* _What you have to do_
Exactly the lines from the beginning of the records below through the line with "Digitize the connectivity" must be given again, without pictures.
--- Provided records ---
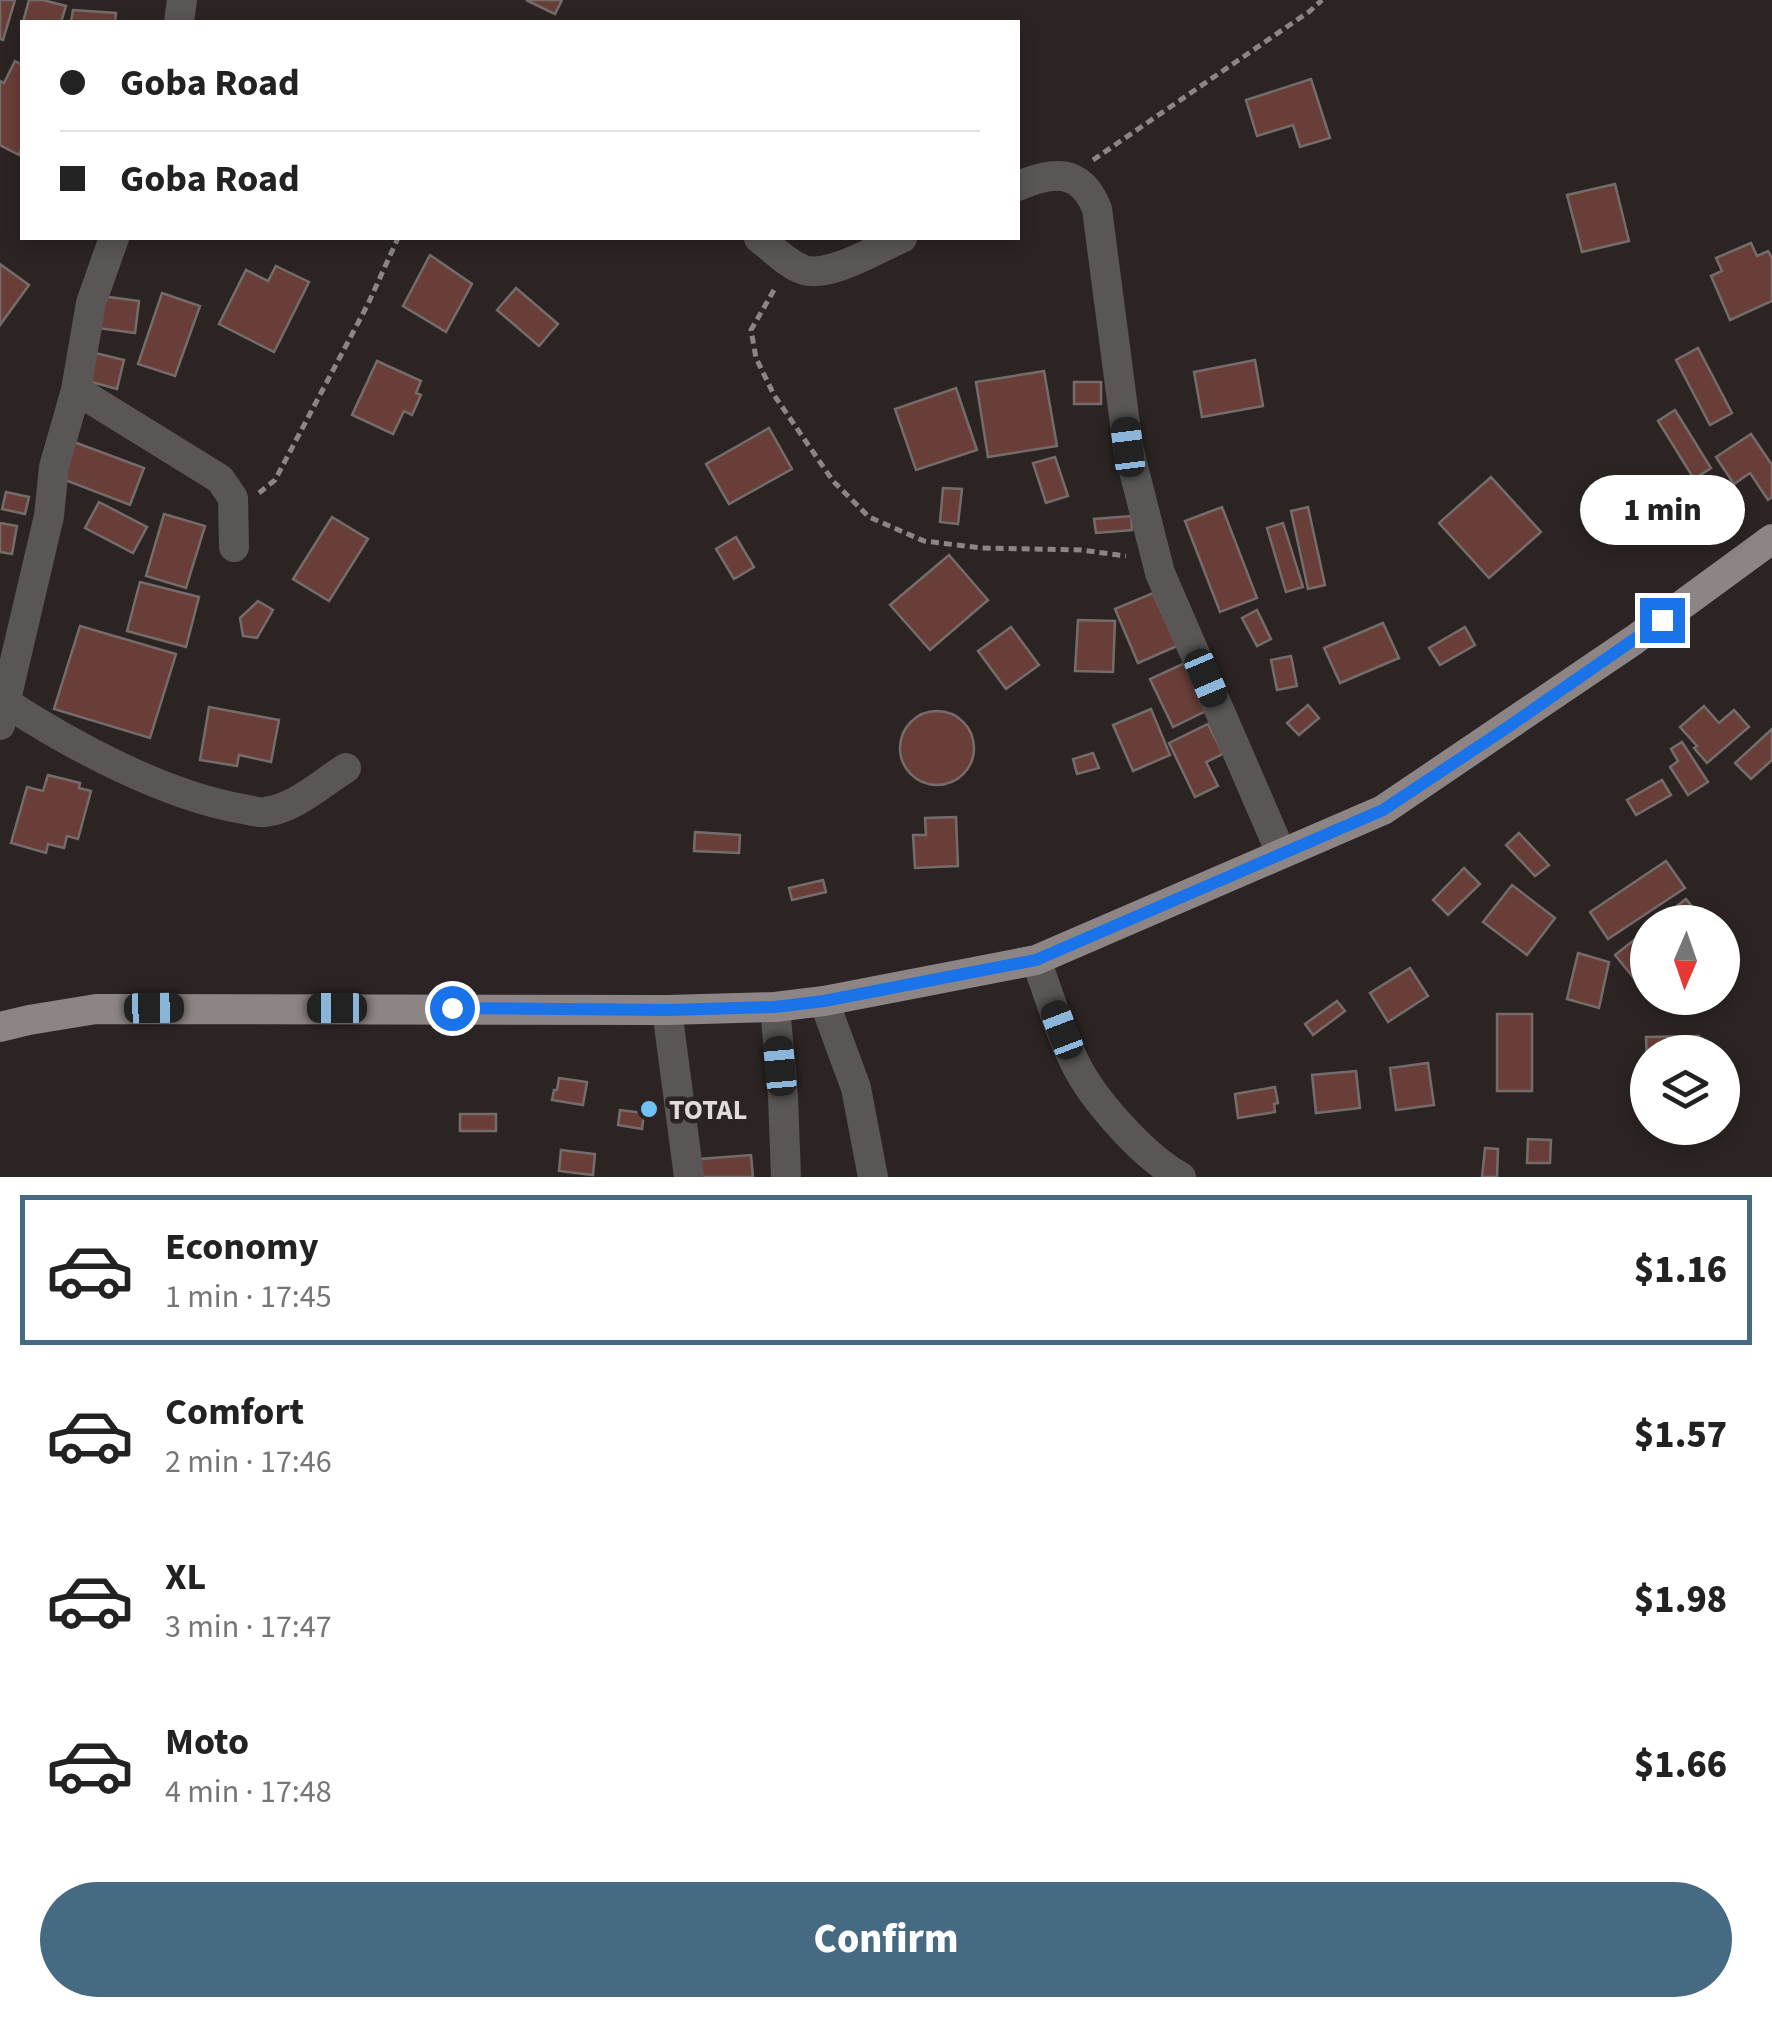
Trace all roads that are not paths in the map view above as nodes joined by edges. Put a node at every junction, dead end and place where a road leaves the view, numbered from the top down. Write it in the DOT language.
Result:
graph roads {
  1 [pos="1020,185"];
  2 [pos="113,240"];
  3 [pos="761,240"];
  4 [pos="898,240"];
  5 [pos="76,390"];
  6 [pos="1772,539"];
  7 [pos="234,548"];
  8 [pos="2,714"];
  9 [pos="346,768"];
  10 [pos="1281,853"];
  11 [pos="1036,960"];
  12 [pos="824,1001"];
  13 [pos="775,1007"];
  14 [pos="667,1010"];
  15 [pos="0,1027"];
  16 [pos="689,1177"];
  17 [pos="786,1177"];
  18 [pos="872,1177"];
  19 [pos="1181,1177"];
  1 -- 10 [label="street"];
  2 -- 5 [label="street"];
  3 -- 4 [label="street"];
  5 -- 7 [label="street"];
  5 -- 8 [label="street"];
  6 -- 10 [label="main road"];
  8 -- 9 [label="street"];
  10 -- 11 [label="main road"];
  11 -- 12 [label="main road"];
  11 -- 19 [label="street"];
  12 -- 13 [label="main road"];
  12 -- 18 [label="street"];
  13 -- 14 [label="main road"];
  13 -- 17 [label="street"];
  14 -- 15 [label="main road"];
  14 -- 16 [label="street"];
}
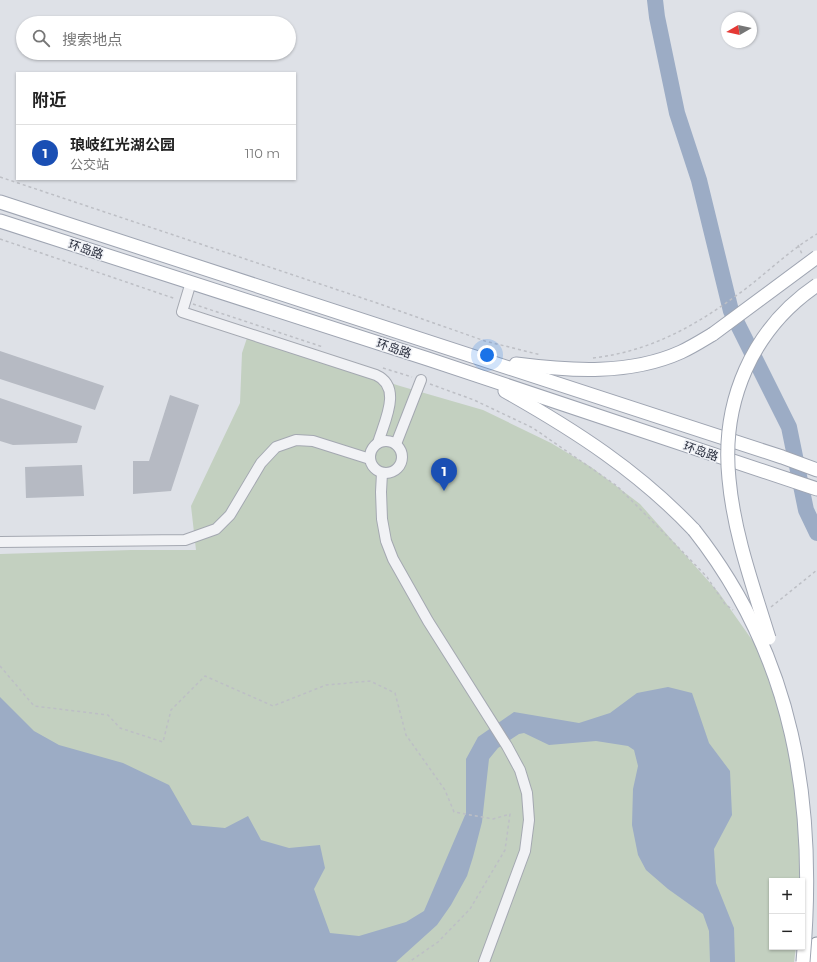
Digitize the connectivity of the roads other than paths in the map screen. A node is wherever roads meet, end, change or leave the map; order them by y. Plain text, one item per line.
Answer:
1 (0, 202) edge
2 (0, 221) edge
3 (817, 257) edge
4 (191, 282) junction
5 (817, 285) edge
6 (484, 359) junction
7 (479, 376) junction
8 (421, 380) road end
9 (378, 443) junction
10 (396, 444) junction
11 (370, 459) junction
12 (817, 470) edge
13 (382, 473) junction
14 (817, 489) edge
15 (0, 542) edge
16 (780, 673) junction
17 (817, 944) edge
18 (484, 962) edge
19 (803, 962) edge
20 (814, 962) edge

1 - 6 main road, 环岛路
2 - 4 main road, 环岛路
3 - 6 main road, bridge
4 - 7 main road, 环岛路
4 - 9 street
5 - 16 main road, bridge
6 - 12 main road, 环岛路
7 - 14 main road, 环岛路
7 - 16 main road, bridge
8 - 10 street
9 - 10 street
9 - 11 street
10 - 13 street
11 - 13 street
11 - 15 street
13 - 18 street
16 - 19 main road, bridge
17 - 20 highway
---
* _Task solution_
Trace all roads that are not paths in the map view above as nodes joined by edges. Put a node at every junction, dead end and place where a road leaves the view, numbered from the top down. Write it in the DOT language.
Result:
graph roads {
  1 [pos="1020,185"];
  2 [pos="113,240"];
  3 [pos="761,240"];
  4 [pos="898,240"];
  5 [pos="76,390"];
  6 [pos="1772,539"];
  7 [pos="234,548"];
  8 [pos="2,714"];
  9 [pos="346,768"];
  10 [pos="1281,853"];
  11 [pos="1036,960"];
  12 [pos="824,1001"];
  13 [pos="775,1007"];
  14 [pos="667,1010"];
  15 [pos="0,1027"];
  16 [pos="689,1177"];
  17 [pos="786,1177"];
  18 [pos="872,1177"];
  19 [pos="1181,1177"];
  1 -- 10 [label="street"];
  2 -- 5 [label="street"];
  3 -- 4 [label="street"];
  5 -- 7 [label="street"];
  5 -- 8 [label="street"];
  6 -- 10 [label="main road"];
  8 -- 9 [label="street"];
  10 -- 11 [label="main road"];
  11 -- 12 [label="main road"];
  11 -- 19 [label="street"];
  12 -- 13 [label="main road"];
  12 -- 18 [label="street"];
  13 -- 14 [label="main road"];
  13 -- 17 [label="street"];
  14 -- 15 [label="main road"];
  14 -- 16 [label="street"];
}
Digitize the connectivity of the roads other than paths in the map screen. A node is wherever roads meet, end, change or leave the map; order them by y. Plain text, one item per line.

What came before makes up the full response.